━━━━━ Extracted data ━━━━━

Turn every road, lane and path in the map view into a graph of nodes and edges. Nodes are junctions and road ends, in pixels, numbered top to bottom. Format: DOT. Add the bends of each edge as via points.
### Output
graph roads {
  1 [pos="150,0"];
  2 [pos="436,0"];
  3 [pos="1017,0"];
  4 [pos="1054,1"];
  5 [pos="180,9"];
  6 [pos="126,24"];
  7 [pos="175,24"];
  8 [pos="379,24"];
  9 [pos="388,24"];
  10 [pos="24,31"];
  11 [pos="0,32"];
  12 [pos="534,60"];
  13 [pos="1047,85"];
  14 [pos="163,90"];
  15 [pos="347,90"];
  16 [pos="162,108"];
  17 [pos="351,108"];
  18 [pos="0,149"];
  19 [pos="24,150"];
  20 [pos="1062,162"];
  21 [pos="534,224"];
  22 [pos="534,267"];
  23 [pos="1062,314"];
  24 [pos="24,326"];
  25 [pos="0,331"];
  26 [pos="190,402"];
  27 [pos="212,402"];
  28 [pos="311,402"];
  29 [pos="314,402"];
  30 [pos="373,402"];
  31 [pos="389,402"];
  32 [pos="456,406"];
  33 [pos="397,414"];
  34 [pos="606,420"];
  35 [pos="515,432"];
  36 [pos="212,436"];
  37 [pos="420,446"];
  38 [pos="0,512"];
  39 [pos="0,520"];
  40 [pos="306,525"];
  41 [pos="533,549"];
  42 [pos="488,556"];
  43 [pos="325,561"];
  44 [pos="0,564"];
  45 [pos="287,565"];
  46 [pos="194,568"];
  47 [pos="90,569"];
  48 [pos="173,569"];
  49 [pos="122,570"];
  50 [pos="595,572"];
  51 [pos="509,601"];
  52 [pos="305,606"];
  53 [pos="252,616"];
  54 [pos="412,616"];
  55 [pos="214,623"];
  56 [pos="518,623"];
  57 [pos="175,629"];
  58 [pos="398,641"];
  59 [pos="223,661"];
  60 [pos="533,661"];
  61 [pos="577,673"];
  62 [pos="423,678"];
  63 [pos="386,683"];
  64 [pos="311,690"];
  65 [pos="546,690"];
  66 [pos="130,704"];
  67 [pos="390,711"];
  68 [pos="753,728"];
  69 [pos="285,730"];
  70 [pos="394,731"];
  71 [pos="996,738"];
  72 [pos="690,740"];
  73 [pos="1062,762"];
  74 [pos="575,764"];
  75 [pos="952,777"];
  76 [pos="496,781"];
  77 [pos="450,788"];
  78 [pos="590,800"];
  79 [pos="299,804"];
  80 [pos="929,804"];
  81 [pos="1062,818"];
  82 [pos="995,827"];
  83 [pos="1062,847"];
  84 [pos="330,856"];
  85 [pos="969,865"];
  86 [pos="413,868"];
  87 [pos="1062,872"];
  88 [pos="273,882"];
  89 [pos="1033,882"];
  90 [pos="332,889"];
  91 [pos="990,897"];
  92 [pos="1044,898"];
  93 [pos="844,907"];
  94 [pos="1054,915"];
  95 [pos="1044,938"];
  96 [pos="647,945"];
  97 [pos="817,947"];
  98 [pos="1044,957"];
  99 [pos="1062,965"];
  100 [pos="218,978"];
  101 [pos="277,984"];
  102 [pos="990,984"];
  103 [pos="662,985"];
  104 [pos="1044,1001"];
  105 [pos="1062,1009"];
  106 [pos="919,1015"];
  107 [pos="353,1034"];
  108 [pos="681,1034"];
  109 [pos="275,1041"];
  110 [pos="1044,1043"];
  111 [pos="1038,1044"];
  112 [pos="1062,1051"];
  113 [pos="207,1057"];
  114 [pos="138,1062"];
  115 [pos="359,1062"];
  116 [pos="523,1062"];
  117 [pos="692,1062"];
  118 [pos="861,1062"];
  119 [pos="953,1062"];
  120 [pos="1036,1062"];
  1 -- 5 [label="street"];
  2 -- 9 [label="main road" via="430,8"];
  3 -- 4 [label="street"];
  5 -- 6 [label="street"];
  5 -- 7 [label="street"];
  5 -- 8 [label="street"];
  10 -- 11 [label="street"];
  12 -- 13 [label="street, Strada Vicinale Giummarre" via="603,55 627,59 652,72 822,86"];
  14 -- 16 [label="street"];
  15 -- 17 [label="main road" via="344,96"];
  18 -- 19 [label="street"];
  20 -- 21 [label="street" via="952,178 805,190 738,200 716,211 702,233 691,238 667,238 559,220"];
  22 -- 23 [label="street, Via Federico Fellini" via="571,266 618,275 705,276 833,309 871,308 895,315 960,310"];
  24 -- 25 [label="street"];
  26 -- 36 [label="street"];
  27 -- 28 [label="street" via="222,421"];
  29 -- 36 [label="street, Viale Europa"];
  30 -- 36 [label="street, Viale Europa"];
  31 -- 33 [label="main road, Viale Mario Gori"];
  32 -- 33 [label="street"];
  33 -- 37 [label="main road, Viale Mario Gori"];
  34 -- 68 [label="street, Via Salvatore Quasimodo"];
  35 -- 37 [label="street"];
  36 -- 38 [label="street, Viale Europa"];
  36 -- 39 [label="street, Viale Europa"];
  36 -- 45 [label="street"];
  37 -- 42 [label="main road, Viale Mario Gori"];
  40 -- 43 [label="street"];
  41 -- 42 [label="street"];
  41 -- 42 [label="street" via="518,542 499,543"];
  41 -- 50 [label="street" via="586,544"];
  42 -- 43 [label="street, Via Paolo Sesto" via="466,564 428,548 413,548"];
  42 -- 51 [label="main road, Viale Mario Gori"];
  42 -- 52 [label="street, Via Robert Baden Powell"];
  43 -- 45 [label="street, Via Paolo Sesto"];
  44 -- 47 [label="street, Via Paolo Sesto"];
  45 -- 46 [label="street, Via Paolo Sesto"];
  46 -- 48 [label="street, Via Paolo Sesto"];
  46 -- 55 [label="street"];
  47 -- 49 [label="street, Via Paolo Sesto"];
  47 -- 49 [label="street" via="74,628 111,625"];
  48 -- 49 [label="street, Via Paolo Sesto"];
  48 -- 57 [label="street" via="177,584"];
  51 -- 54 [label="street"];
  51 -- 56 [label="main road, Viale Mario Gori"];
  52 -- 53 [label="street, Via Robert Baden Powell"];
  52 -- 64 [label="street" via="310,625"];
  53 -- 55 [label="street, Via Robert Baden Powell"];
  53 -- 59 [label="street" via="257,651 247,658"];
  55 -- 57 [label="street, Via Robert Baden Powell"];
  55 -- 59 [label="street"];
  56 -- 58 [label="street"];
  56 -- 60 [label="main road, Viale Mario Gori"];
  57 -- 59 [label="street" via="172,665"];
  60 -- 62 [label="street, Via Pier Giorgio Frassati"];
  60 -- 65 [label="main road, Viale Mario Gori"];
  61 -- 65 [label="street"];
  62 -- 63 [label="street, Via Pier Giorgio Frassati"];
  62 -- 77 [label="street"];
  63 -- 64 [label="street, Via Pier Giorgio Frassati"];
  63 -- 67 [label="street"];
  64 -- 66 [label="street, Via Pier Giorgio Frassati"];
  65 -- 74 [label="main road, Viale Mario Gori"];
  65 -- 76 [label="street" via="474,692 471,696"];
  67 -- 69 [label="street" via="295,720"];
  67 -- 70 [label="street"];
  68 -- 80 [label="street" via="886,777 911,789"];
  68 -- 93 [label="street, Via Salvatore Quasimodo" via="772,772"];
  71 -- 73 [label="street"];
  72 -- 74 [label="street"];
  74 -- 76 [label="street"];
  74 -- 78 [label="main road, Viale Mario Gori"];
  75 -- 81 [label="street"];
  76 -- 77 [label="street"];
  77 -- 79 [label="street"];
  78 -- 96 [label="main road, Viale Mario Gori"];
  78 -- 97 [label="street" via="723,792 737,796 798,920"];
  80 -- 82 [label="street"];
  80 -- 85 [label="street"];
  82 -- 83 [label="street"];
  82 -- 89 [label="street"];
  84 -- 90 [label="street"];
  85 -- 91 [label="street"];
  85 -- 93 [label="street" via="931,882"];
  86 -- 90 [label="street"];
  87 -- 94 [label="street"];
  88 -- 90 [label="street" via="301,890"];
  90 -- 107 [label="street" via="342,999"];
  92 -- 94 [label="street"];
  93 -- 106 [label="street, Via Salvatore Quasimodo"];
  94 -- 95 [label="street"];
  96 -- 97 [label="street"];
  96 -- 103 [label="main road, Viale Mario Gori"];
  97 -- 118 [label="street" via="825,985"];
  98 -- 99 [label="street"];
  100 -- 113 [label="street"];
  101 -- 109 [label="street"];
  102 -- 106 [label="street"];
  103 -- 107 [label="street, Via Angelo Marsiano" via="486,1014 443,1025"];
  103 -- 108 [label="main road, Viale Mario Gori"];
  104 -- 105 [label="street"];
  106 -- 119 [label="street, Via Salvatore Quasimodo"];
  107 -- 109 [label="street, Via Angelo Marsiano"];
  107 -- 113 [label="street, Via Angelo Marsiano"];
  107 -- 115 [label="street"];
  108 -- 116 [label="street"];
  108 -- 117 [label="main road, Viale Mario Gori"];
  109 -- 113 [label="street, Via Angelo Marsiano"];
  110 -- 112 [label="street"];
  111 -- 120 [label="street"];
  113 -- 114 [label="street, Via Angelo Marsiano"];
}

━━━━━

▶ [Assignment] Exactly how many lines in the records contain the string "Quasimodo"? Give that number alone.

▶ [Answer to this problem] 4